I have been thinking about the blog non-stop for days now, and all the things I would like to tell you and the photos I would like to post. I am still learning how to use my Smart phone, (it is so much smarter than me), and I am not sure how to get pictures easily from it to my friend’s laptop. So, I’m just going to write a quick update and you will have to imagine the visuals.
My trip to Northern California began with a very fast drive down to the San Fernando Valley to see my friend there who is dying from cancer. Literally. she is in hospice in her living room. I drove five hours, sat with her, talked, cried. She was very thin, very fragile, her breathing labored. What came to mind was when my dad was near the end, and seemed to be hanging on like an autumn leaf being ravaged by the wind. The leaf wants to hang on. So does the human.
At one point, she opened her eyes and said, “good things are going to happen!” I think she meant in the coming year. All I could say was, “they won’t be that good if you are not here.” But, I knew what she meant, and I tried to rise to her level of wisdom. It is not easy.
I left her, me sobbing, her sleeping. I left her and continued on to enjoy many happy things with other friends in other places. I just hope some of this happiness can fill the ethers and rub off on her as she gets ready to leave.
The next day, I had an amazing afternoon in the Carmel Valley listening to another friend of mine sing beautiful songs at an outdoor “happening” called “Todd Fest.” (Imagine having enough friends that you can stage an annual concert of friends with beer, potluck food, and horse shoes once a year. I only met you briefly, Todd, but you are a great guy and you deserve a fest.)
Perhaps we all do. Deserve fests of our own. This trip is kind of a fest for me. It is my birthday present to myself.
Last night, I went to UC Berkeley campus to hear a reading in honor of a young poet who died this past May, Hillary Gravendyk. Her friends loved her so much. She was an insightful poet, and had an amazing way with making words surprising. I was taken by her use of the word “knuckle” in several poems. I think I remember “the knuckle of the hill.” I bought her two books, so I will look for this.
Today, I will go back to the campus for a free lunchtime concert. (I love college campuses. This one, Berkeley, feels especially vibrant.) Then, I drive up to Guerneville to visit the poets who founded 100 Thousand Poets for Change, Michael Rothenberg and Terri Carrion. They are taking me to the coast and to the ancient redwoods. I am ready.

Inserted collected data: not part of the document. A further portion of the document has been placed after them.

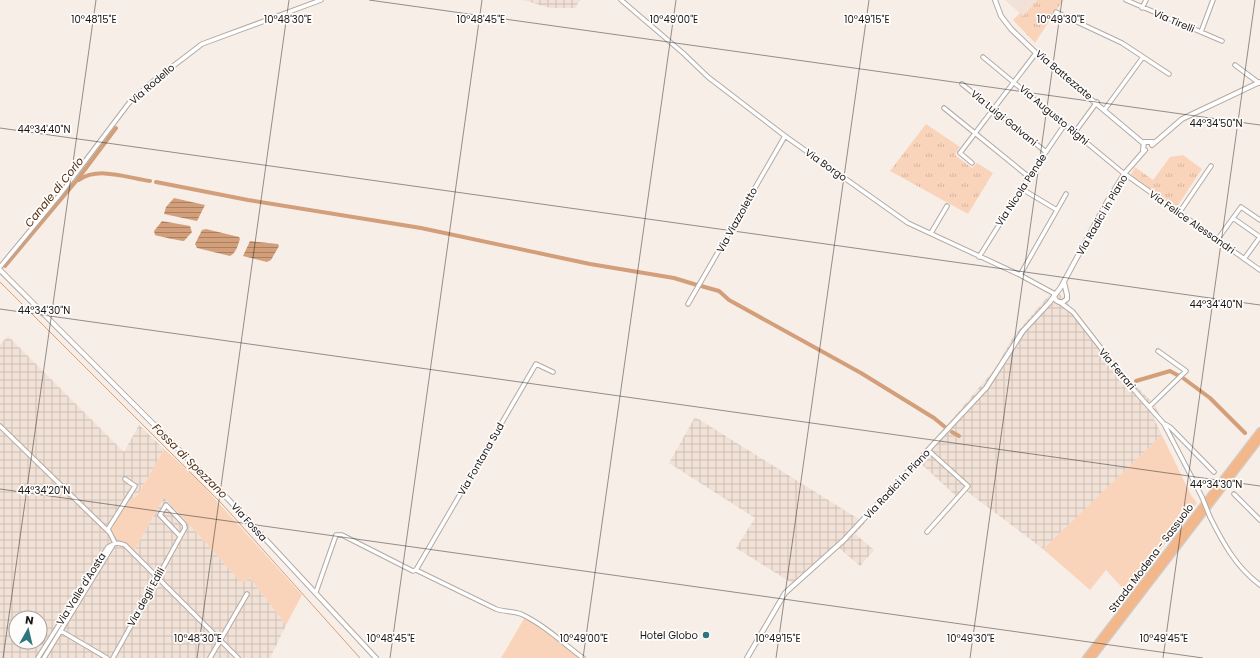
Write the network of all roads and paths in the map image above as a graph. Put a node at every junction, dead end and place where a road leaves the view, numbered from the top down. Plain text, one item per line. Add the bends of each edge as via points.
1 (321, 0) edge
2 (620, 0) edge
3 (995, 0) edge
4 (1126, 0) edge
5 (1146, 0) edge
6 (1213, 0) edge
7 (1142, 8) junction
8 (1056, 12) dead end
9 (1201, 32) junction
10 (1222, 41) dead end
11 (1036, 52) junction
12 (983, 57) dead end
13 (1143, 57) junction
14 (1235, 65) dead end
15 (1169, 74) dead end
16 (1014, 82) junction
17 (1260, 83) edge
18 (962, 84) dead end
19 (1097, 102) junction
20 (944, 108) dead end
21 (993, 108) junction
22 (1105, 109) junction
23 (1065, 124) junction
24 (1074, 132) junction
25 (974, 133) junction
26 (785, 136) junction
27 (1152, 143) junction
28 (1144, 146) junction
29 (1046, 152) junction
30 (972, 163) dead end
31 (1211, 166) dead end
32 (1124, 174) junction
33 (1029, 177) junction
34 (1022, 189) junction
35 (1066, 194) dead end
36 (947, 206) dead end
37 (1057, 210) junction
38 (1179, 213) junction
39 (1233, 218) junction
40 (1260, 220) edge
41 (930, 233) junction
42 (1260, 237) edge
43 (1217, 240) junction
44 (979, 257) junction
45 (1244, 259) junction
46 (0, 269) edge
47 (1260, 270) edge
48 (1020, 275) junction
49 (1064, 281) junction
50 (1055, 293) junction
51 (1067, 295) junction
52 (1060, 302) junction
53 (688, 304) dead end
54 (1046, 307) junction
55 (1073, 312) junction
56 (1158, 351) dead end
57 (553, 372) dead end
58 (1150, 406) junction
59 (1164, 424) junction
60 (0, 426) edge
61 (1260, 431) edge
62 (1260, 439) edge
63 (929, 451) junction
64 (1214, 472) dead end
65 (125, 479) dead end
66 (1234, 494) dead end
67 (1260, 520) edge
68 (927, 532) dead end
69 (110, 533) junction
70 (180, 536) junction
71 (115, 543) junction
72 (416, 570) junction
73 (158, 577) junction
74 (1260, 585) edge
75 (316, 592) junction
76 (247, 594) dead end
77 (61, 631) junction
78 (220, 641) junction
79 (38, 658) edge
80 (44, 658) edge
81 (107, 658) edge
82 (113, 658) edge
83 (210, 658) edge
84 (238, 658) edge
85 (376, 658) edge
86 (583, 658) edge
87 (747, 658) edge
88 (1086, 658) edge
89 (1092, 658) edge

1 - 46 street, Via Rodello via 202,44 151,83 129,103
2 - 26 street, Via Borgo via 708,77
3 - 11 street, Via Battezzate via 1005,23
4 - 7 street, Via Tirelli
5 - 7 street
6 - 9 street
7 - 9 street, Via Tirelli
8 - 13 street via 1122,43
9 - 10 street, Via Tirelli
11 - 16 street
11 - 19 street, Via Battezzate
12 - 16 street, Via Augusto Righi
13 - 15 street
13 - 22 street
14 - 17 street
16 - 21 street
16 - 23 street, Via Augusto Righi
17 - 27 street, Via Radici in Piano via 1182,119
18 - 21 street, Via Luigi Galvani
19 - 22 street, Via Battezzate
19 - 24 street
20 - 25 street
21 - 25 street
21 - 29 street, Via Luigi Galvani
22 - 28 street, Via Battezzate
23 - 24 street, Via Augusto Righi
23 - 29 street, Via Nicola Pende
24 - 32 street, Via Augusto Righi
25 - 30 street via 960,153
25 - 33 street
26 - 41 street, Via Borgo via 908,222
26 - 53 street, Via Viazzoletto
27 - 28 street
27 - 28 street, Via Radici in Piano via 1150,149
28 - 32 street, Via Radici in Piano
29 - 33 street, Via Nicola Pende
31 - 38 street
32 - 38 street, Via Felice Alessandri
32 - 49 street, Via Radici in Piano
33 - 34 street, Via Nicola Pende
34 - 37 street
34 - 44 street, Via Nicola Pende
35 - 37 street
36 - 41 street
37 - 48 street
38 - 43 street, Via Felice Alessandri
39 - 40 street via 1241,207
39 - 42 street
39 - 43 street
41 - 44 street, Via Borgo
42 - 45 street
43 - 45 street, Via Felice Alessandri
44 - 48 street, Via Borgo
45 - 47 street, Via Felice Alessandri
46 - 75 street, Via Fossa via 223,493
48 - 50 street, Via Borgo
49 - 50 street, Via Radici in Piano
49 - 51 street
50 - 51 street via 1062,289
50 - 52 street
50 - 54 street, Via Radici in Piano
51 - 52 street, Via Radici in Piano via 1066,301
51 - 55 street, Via Ferrari
52 - 54 street, Via Radici in Piano
52 - 55 street, Via Ferrari
54 - 63 street, Via Radici in Piano via 1023,331 986,388
55 - 58 street, Via Ferrari via 1128,383
56 - 58 street via 1186,371
57 - 72 street, Via Fontana Sud via 536,364
58 - 59 street, Via Ferrari
59 - 64 street, Via Ferrari
59 - 74 street, Via Ferrari, bridge via 1224,544 1235,561
60 - 69 street
61 - 88 highway, Strada Modena - Sassuolo
62 - 89 highway, Strada Modena - Sassuolo
63 - 68 street via 968,486
63 - 87 street, Via Radici in Piano via 844,540 785,593
65 - 69 street via 135,486 108,529
66 - 67 street
69 - 71 street
70 - 70 street, Via degli Edili via 185,528 184,524 166,505 160,515
70 - 73 street, Via degli Edili
71 - 73 street via 125,545
71 - 77 street, Via Valle d'Aosta
71 - 79 street, Via Valle d'Aosta via 108,547
72 - 75 street via 413,571 336,534
72 - 86 street via 496,609 519,613 535,621
73 - 78 street
73 - 82 street, Via degli Edili
75 - 85 street, Via Fossa
76 - 78 street
77 - 80 street, Via Valle d'Aosta
77 - 81 street
78 - 83 street
78 - 84 street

This would not be Frying the Onion if I did mention Georg, dad. (Ah, wait, I did mention him, up above, right near the beginning of my remarks.) He has been everywhere with me on this trip. On one leg of my journey, I found a blue jay feather at my car door, awaiting me. I know it was from him. I keep it in the cup holder of my rental car. It is guiding my way. Tomorrow is Thursday. Until death comes, let the fest continue.